#### The task:
Print all the records below, word for word and in full.

Stored data:
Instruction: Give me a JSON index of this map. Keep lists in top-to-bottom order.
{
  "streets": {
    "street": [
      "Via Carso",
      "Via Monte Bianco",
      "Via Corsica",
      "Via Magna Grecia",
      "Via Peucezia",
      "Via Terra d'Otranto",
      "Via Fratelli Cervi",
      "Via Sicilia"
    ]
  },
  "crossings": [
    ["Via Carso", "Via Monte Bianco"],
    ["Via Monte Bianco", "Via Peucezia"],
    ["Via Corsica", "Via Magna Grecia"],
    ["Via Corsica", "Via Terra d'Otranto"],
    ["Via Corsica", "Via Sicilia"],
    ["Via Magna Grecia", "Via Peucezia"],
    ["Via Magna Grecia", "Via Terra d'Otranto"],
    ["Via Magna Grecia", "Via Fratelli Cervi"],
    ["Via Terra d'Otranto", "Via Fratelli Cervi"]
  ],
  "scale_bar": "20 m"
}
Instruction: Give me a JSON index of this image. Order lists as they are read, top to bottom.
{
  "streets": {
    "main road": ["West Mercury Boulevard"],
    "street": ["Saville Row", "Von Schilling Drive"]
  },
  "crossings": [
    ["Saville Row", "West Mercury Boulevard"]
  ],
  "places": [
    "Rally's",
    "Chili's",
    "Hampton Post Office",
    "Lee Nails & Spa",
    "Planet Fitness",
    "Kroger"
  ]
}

#### Completed exercise:
Instruction: Give me a JSON index of this map. Keep lists in top-to-bottom order.
{
  "streets": {
    "street": [
      "Via Carso",
      "Via Monte Bianco",
      "Via Corsica",
      "Via Magna Grecia",
      "Via Peucezia",
      "Via Terra d'Otranto",
      "Via Fratelli Cervi",
      "Via Sicilia"
    ]
  },
  "crossings": [
    ["Via Carso", "Via Monte Bianco"],
    ["Via Monte Bianco", "Via Peucezia"],
    ["Via Corsica", "Via Magna Grecia"],
    ["Via Corsica", "Via Terra d'Otranto"],
    ["Via Corsica", "Via Sicilia"],
    ["Via Magna Grecia", "Via Peucezia"],
    ["Via Magna Grecia", "Via Terra d'Otranto"],
    ["Via Magna Grecia", "Via Fratelli Cervi"],
    ["Via Terra d'Otranto", "Via Fratelli Cervi"]
  ],
  "scale_bar": "20 m"
}
Instruction: Give me a JSON index of this image. Order lists as they are read, top to bottom.
{
  "streets": {
    "main road": ["West Mercury Boulevard"],
    "street": ["Saville Row", "Von Schilling Drive"]
  },
  "crossings": [
    ["Saville Row", "West Mercury Boulevard"]
  ],
  "places": [
    "Rally's",
    "Chili's",
    "Hampton Post Office",
    "Lee Nails & Spa",
    "Planet Fitness",
    "Kroger"
  ]
}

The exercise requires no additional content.